Spacey revisits his honeyed southern accent from "In the Garden of Good and Evil" to play Francis Underwood, the heavyweight party animal who goes lone wolf when he's passed over for a promised appointment after helping carry a President into office. He's been the steadfast party man all the way -- not out of loyalty or idealism, mind you, but out of expediency and self-interest -- but when he's betrayed, he turns his diplomatic acumen and negotiating skills to paving his own path to power, and he builds that road over the bodies of his own party members.
That's part of what differentiates this story from other political dramas. They're all about power, sure, but this is baldly so. Underwood uses an education bill, the centerpiece of his party's campaign, as a lever to pry opponents out of his way and, when necessary, bludgeon them into submission.
Which is not to say it's surprising or even necessarily more cynical than what we've seen on such shows as "24," "Scandal," or any number of network or cable dramas. It is, however, compelling, thanks to Spacey's easy touch and smooth charm as the heavyweight politico posing has a lightweight, and to his superb supporting cast.

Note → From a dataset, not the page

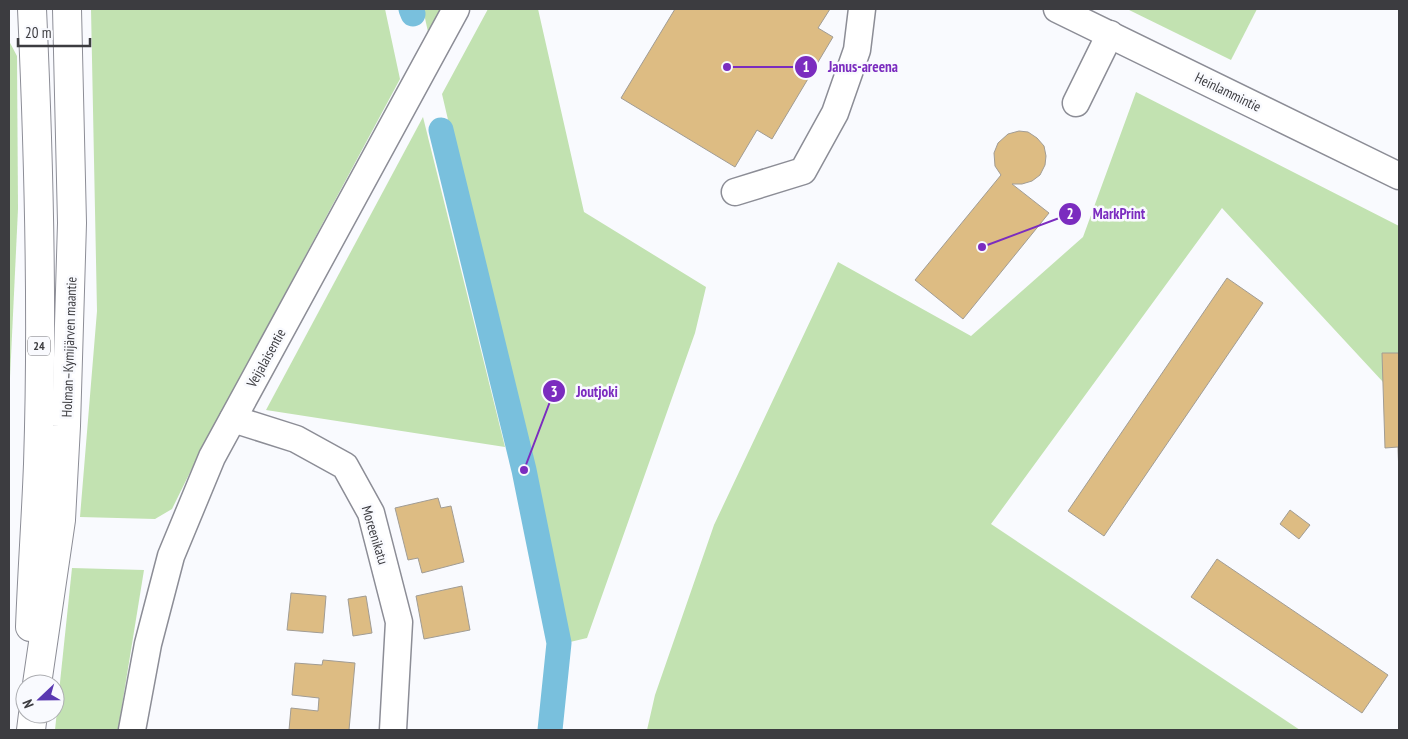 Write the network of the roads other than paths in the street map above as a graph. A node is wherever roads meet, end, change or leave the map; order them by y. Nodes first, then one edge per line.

Robin Wright is equally good as the congressional wife who runs a charitable foundation with all the warmth and compassion of Lady Macbeth -- she is as observant, calculating, and coldly ruthless as the Congressman -- and Fincher and Spacey (who is also an executive producer) attract a superb line-up of actors: Kate Mara as the young political reporter who trades rises fast thanks to his tips, Corey Stoll as a fellow congressman with a weakness for… well, pretty much anything, and Michael Kelly as Spacey's top aide and loyal henchman.
Launching such a major production on a streaming video service is significant enough, but Netflix did TV one better: it launched all 13 episodes at once, letting subscribers choose their own pace. You can bet that a lot of viewers opted for a binge-viewing marathon. I'm taking a little more time, but it is addictive.
The original British "House of Cards" is also available on Blu-ray, DVD, and streaming at Netflix.